After a brief rally last week, fueled by falling mortgage rates and an expected tariff exemption for Canadian lumber, home builders are taking another hit. 

According to a CNN news article, the U.S. government is more than doubling duties on Canadian softwood lumber, driving up costs and sending homebuilder stocks into a fresh slide.

So, what does this mean for the housing market? And how should real estate agents prepare? 

Let’s break it down.

Duties on Canadian Lumber to Increase from 14.4% to 34.45%

The U.S. Department of Commerce plans to increase duties on Canadian softwood lumber from 14.4% to 34.45%, citing long-standing disputes over subsidies. This move comes before additional tariffs on Canadian imports even take effect.

Why does this matter?

  • 30% of softwood lumber used in U.S. home construction is imported.
  • Canada accounts for 80% of those imports. 
  • Builders estimate that the cost of an average home could rise by $9,200 due to these tariffs.

In short, expect higher building costs, potentially slower construction, and even more pressure on home affordability.

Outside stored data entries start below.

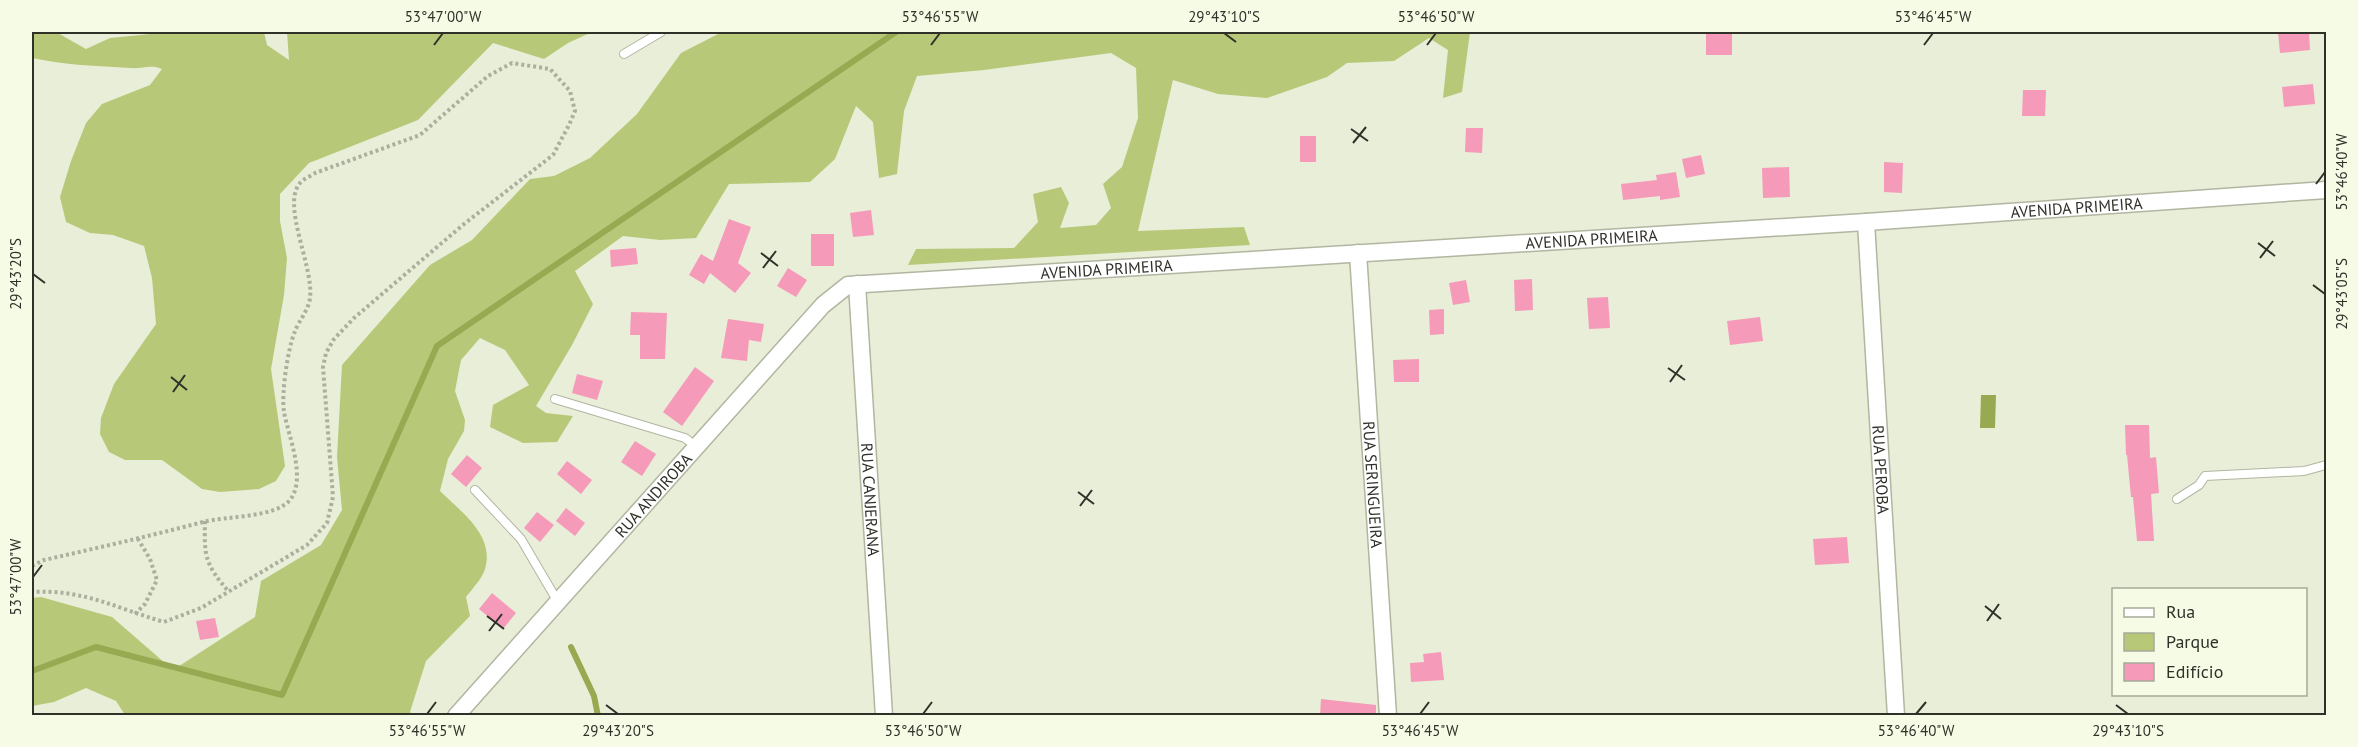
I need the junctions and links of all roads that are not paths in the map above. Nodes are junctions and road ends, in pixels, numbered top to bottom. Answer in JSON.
{"nodes":[{"id":1,"x":661,"y":32,"type":"edge"},
{"id":2,"x":624,"y":54,"type":"dead end"},
{"id":3,"x":2326,"y":190,"type":"edge"},
{"id":4,"x":1866,"y":222,"type":"junction"},
{"id":5,"x":1358,"y":253,"type":"junction"},
{"id":6,"x":856,"y":284,"type":"junction"},
{"id":7,"x":555,"y":399,"type":"dead end"},
{"id":8,"x":697,"y":447,"type":"junction"},
{"id":9,"x":2326,"y":465,"type":"edge"},
{"id":10,"x":475,"y":489,"type":"dead end"},
{"id":11,"x":2178,"y":500,"type":"dead end"},
{"id":12,"x":558,"y":602,"type":"junction"},
{"id":13,"x":456,"y":716,"type":"edge"},
{"id":14,"x":884,"y":716,"type":"edge"},
{"id":15,"x":1388,"y":716,"type":"edge"},
{"id":16,"x":1896,"y":716,"type":"edge"}],
"edges":[{"from":1,"to":2,"type":"lane"},
{"from":3,"to":4,"type":"street","name":"AVENIDA PRIMEIRA"},
{"from":4,"to":5,"type":"street","name":"AVENIDA PRIMEIRA"},
{"from":4,"to":16,"type":"street","name":"RUA PEROBA"},
{"from":5,"to":6,"type":"street","name":"AVENIDA PRIMEIRA"},
{"from":5,"to":15,"type":"street","name":"RUA SERINGUEIRA"},
{"from":6,"to":8,"type":"street","name":"RUA ANDIROBA"},
{"from":6,"to":14,"type":"street","name":"RUA CANJERANA"},
{"from":7,"to":8,"type":"lane"},
{"from":8,"to":12,"type":"street","name":"RUA ANDIROBA"},
{"from":9,"to":11,"type":"lane"},
{"from":10,"to":12,"type":"lane"},
{"from":12,"to":13,"type":"street","name":"RUA ANDIROBA"}]}
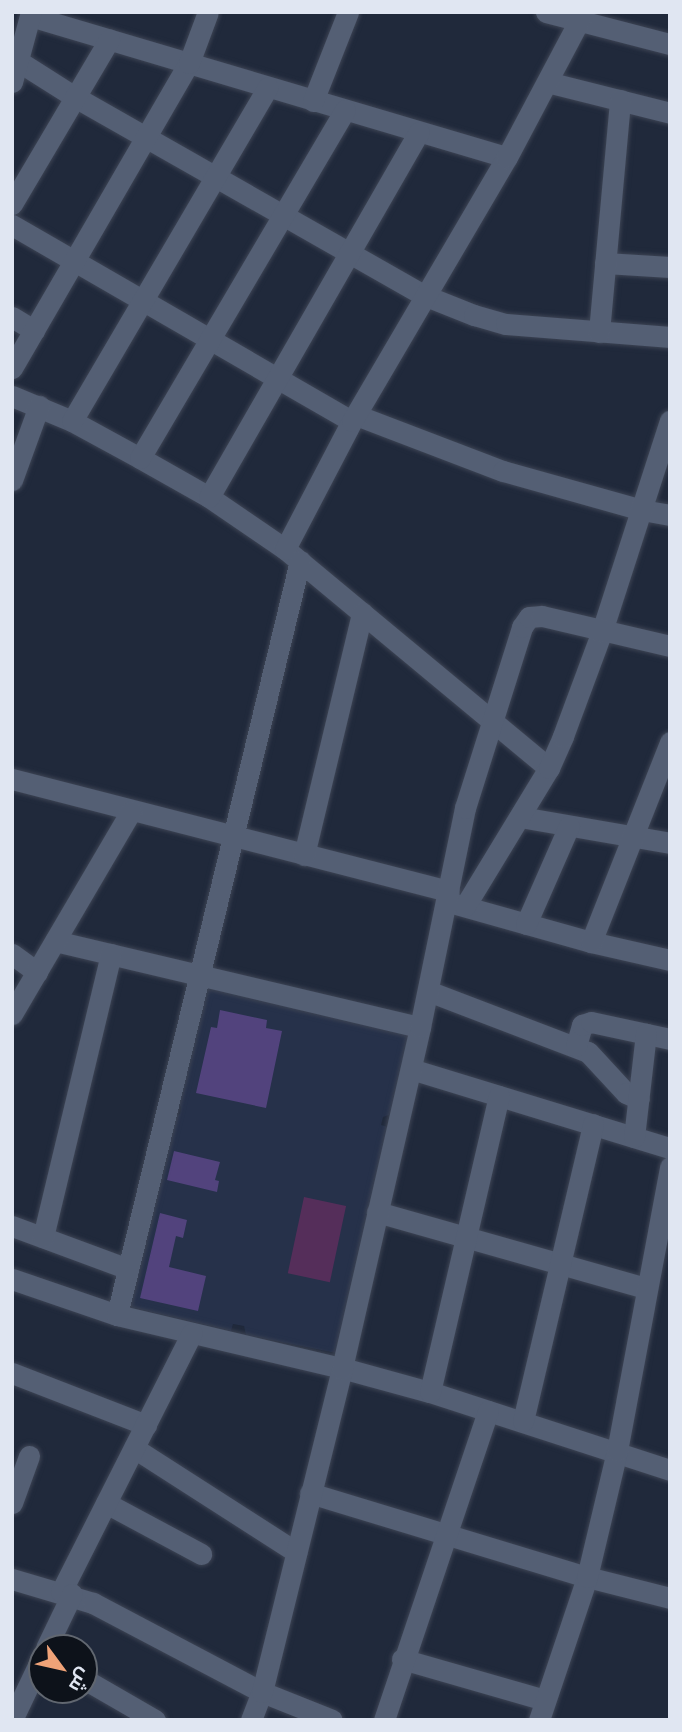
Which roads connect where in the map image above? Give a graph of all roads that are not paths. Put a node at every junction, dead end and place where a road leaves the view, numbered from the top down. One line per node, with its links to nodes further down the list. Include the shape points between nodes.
1 (208, 12): 9 (street)
2 (348, 12): 15 (street)
3 (546, 12): 5 (street)
4 (31, 14): 6 (street); 8 (street)
5 (579, 21): 7 (street); 11 (street)
6 (108, 40): 9 (street); 13 (street)
7 (670, 44)
8 (18, 61): 10 (street); 13 (street)
9 (189, 63): 12 (street); 19 (street)
10 (12, 82)
11 (547, 82): 14 (street); 20 (street)
12 (268, 87): 15 (street); 21 (street)
13 (75, 97): 19 (street); 22 (street)
14 (620, 100): 17 (street); 27 (street)
15 (313, 101): 16 (street)
16 (345, 110): 18 (street); 23 (street)
17 (670, 113)
18 (419, 132): 20 (street); 25 (street)
19 (145, 137): 21 (street); 26 (street)
20 (507, 157): 29 (street)
21 (216, 177): 23 (street); 30 (street)
22 (12, 204)
23 (283, 215): 25 (street); 35 (street)
24 (12, 225): 26 (street)
25 (349, 252): 29 (street); 37 (street)
26 (73, 260): 30 (street); 32 (street)
27 (605, 263): 28 (street); 33 (street)
28 (670, 267)
29 (426, 296): 33 (street, via 506,324); 40 (street)
30 (142, 300): 35 (street); 41 (street)
31 (12, 317): 32 (street)
32 (34, 330): 36 (street)
33 (599, 332): 34 (street)
34 (670, 337)
35 (209, 338): 37 (street); 43 (street)
36 (12, 368)
37 (277, 377): 40 (street); 45 (street)
38 (12, 396): 39 (street)
39 (39, 406): 41 (street); 44 (street)
40 (354, 418): 46 (street, via 503,471); 48 (street)
41 (72, 421): 43 (street)
42 (670, 421): 46 (street)
43 (140, 458): 45 (street)
44 (12, 480)
45 (209, 497): 48 (street)
46 (642, 510): 47 (street); 50 (street)
47 (670, 514)
48 (292, 555): 49 (street); 59 (street)
49 (362, 613): 52 (street); 62 (street)
50 (602, 631): 51 (street); 52 (street, via 529,617); 54 (street)
51 (670, 646)
52 (491, 719): 54 (street); 63 (street, via 465,808)
53 (670, 742): 60 (street)
54 (549, 768): 57 (street)
55 (12, 779): 56 (street)
56 (131, 811): 59 (street); 65 (street)
57 (520, 817): 58 (street); 63 (street)
58 (569, 826): 60 (street); 64 (street)
59 (233, 837): 62 (street); 71 (street)
60 (633, 838): 61 (street); 66 (street)
61 (670, 844)
62 (303, 855): 63 (street)
63 (453, 900): 64 (street); 72 (street)
64 (526, 924): 66 (street)
65 (55, 941): 68 (street); 70 (street)
66 (590, 942): 69 (street)
67 (12, 954): 70 (street)
68 (111, 954): 71 (street); 87 (street)
69 (670, 960)
70 (37, 972): 73 (street)
71 (199, 974): 74 (street); 90 (street)
72 (428, 991): 74 (street); 77 (street)
73 (12, 1014)
74 (420, 1027): 78 (street)
75 (646, 1034): 76 (street); 77 (street, via 585,1022); 80 (street)
76 (670, 1039)
77 (576, 1046): 80 (street, via 596,1057 626,1093)
78 (411, 1069): 79 (street); 85 (street)
79 (499, 1096): 81 (street); 88 (street)
80 (639, 1099): 82 (street)
81 (593, 1124): 82 (street); 89 (street)
82 (634, 1137): 83 (street)
83 (670, 1148)
84 (670, 1167): 92 (street)
85 (377, 1212): 88 (street); 95 (street)
86 (12, 1226): 87 (street)
87 (43, 1237): 90 (street)
88 (466, 1237): 89 (street); 97 (street)
89 (559, 1263): 92 (street); 99 (street)
90 (128, 1269): 93 (street)
91 (12, 1279): 93 (street)
92 (646, 1287): 102 (street)
93 (117, 1315): 94 (street)
94 (192, 1333): 95 (street); 100 (street)
95 (342, 1368): 97 (street); 105 (street)
96 (12, 1373): 100 (street)
97 (430, 1392): 98 (street)
98 (488, 1410): 99 (street); 108 (street)
99 (523, 1421): 102 (street)
100 (146, 1425): 101 (street)
101 (134, 1448): 107 (street); 109 (street)
102 (617, 1451): 104 (street); 111 (street)
103 (29, 1456): 106 (street)
104 (670, 1470)
105 (310, 1493): 108 (street); 109 (street)
106 (12, 1503)
107 (106, 1503): 110 (street); 113 (street)
108 (444, 1535): 111 (street); 116 (street)
109 (296, 1552): 119 (street)
110 (201, 1554)
111 (586, 1577): 114 (street); 120 (street)
112 (12, 1579): 113 (street)
113 (67, 1593): 115 (street); 119 (street)
114 (670, 1598)
115 (51, 1634)
116 (402, 1659): 120 (street); 125 (street)
117 (28, 1686): 122 (street)
118 (98, 1687): 121 (street)
119 (262, 1692): 123 (street); 124 (street)
120 (542, 1710)
121 (151, 1719)
122 (12, 1720)
123 (251, 1720)
124 (331, 1720)
125 (384, 1720)

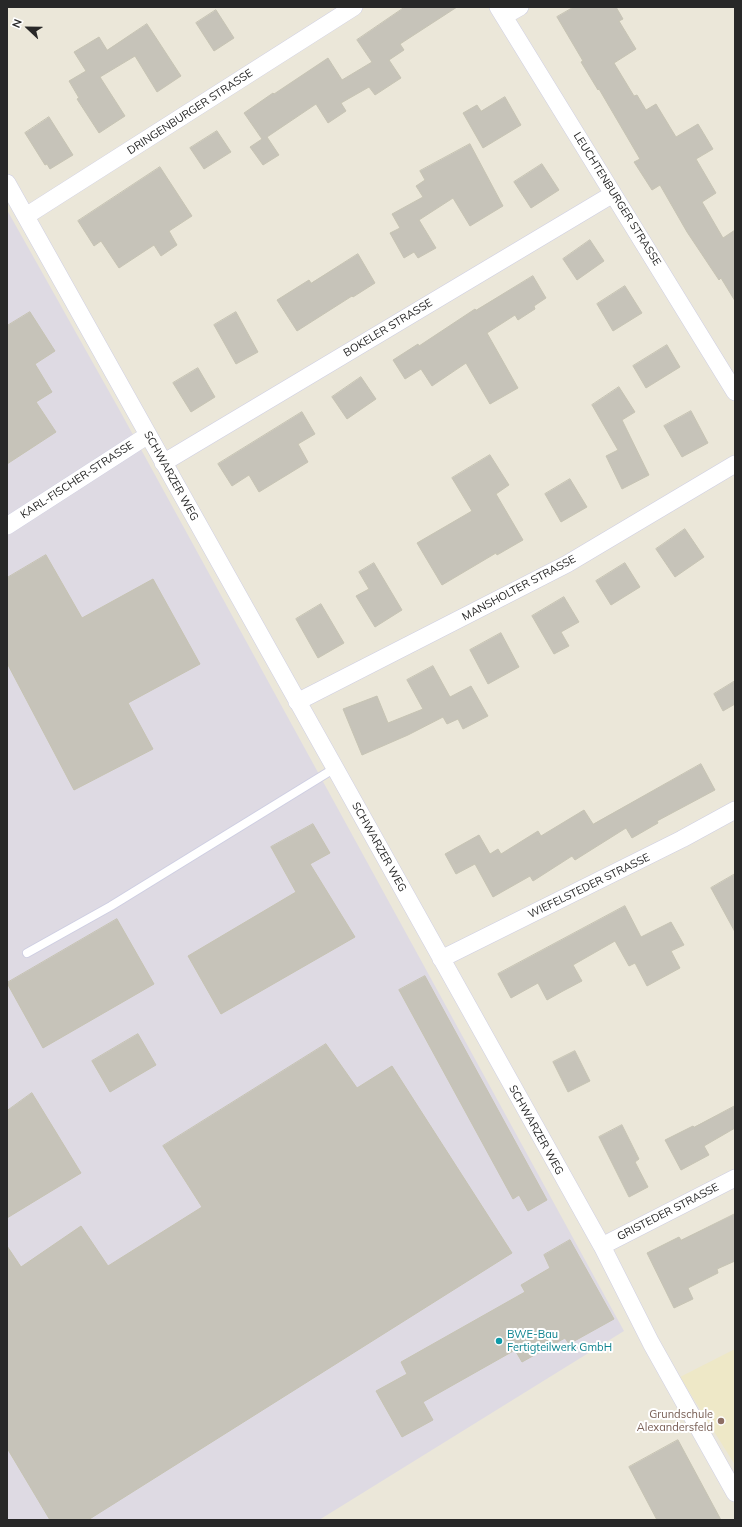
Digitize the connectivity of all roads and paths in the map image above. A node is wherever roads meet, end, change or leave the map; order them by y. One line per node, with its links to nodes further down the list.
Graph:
1 (354, 7): 6 (street, DRINGENBURGER STRASSE)
2 (520, 7): 3 (street)
3 (501, 12): 5 (street, LEUCHTENBURGER STRASSE)
4 (7, 184): 6 (street, SCHWARZER WEG)
5 (613, 194): 7 (street, LEUCHTENBURGER STRASSE); 9 (street, BOKELER STRASSE)
6 (26, 216): 8 (street, SCHWARZER WEG)
7 (735, 392)
8 (148, 435): 9 (street, SCHWARZER WEG); 11 (street, KARL-FISCHER-STRASSE)
9 (163, 462): 12 (street, SCHWARZER WEG)
10 (735, 464): 12 (street, MANSHOLTER STRASSE)
11 (7, 526)
12 (298, 702): 13 (street, SCHWARZER WEG)
13 (335, 768): 15 (lane); 16 (street, SCHWARZER WEG)
14 (735, 810): 16 (street, WIEFELSTEDER STRASSE)
15 (27, 953)
16 (441, 959): 18 (street, SCHWARZER WEG)
17 (735, 1178): 18 (street, GRISTEDER STRASSE)
18 (602, 1246): 19 (street, SCHWARZER WEG)
19 (735, 1493)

In a statement released on Saturday, April 5th, British Columbia Premier David Eby described the duties increase as an “attack on forest workers and British Columbians.” He also slammed it as an “unjustified” move that will end up “driving up housing costs for Americans who voted for a president who promised to lower costs.” 

Meanwhile, Andrew Miller, the U.S. Lumber Coalition Chairman, defended the increase as a way to level the playing field, pointing a finger at Canada for what he referred to as “abusive dumping and subsidies practices”: 

“These unfair trade practices are designed by Canada to maintain an artificially inflated US market share for Canadian products and force US companies to curtail production, thereby killing US jobs.”

Homebuilder Stocks Drop as Costs Rise

The stock market’s reaction was swift. Shares of D.R. Horton (DHI), PulteGroup (PHM), and NVR (NVR) all fell roughly 5% on Monday, reversing last Friday’s gains

This follows a brief homebuilder stock rally last week, when mortgage rates dipped and the 10-year Treasury yield fell to 4% (as low as 3.86% at one point, its lowest since October).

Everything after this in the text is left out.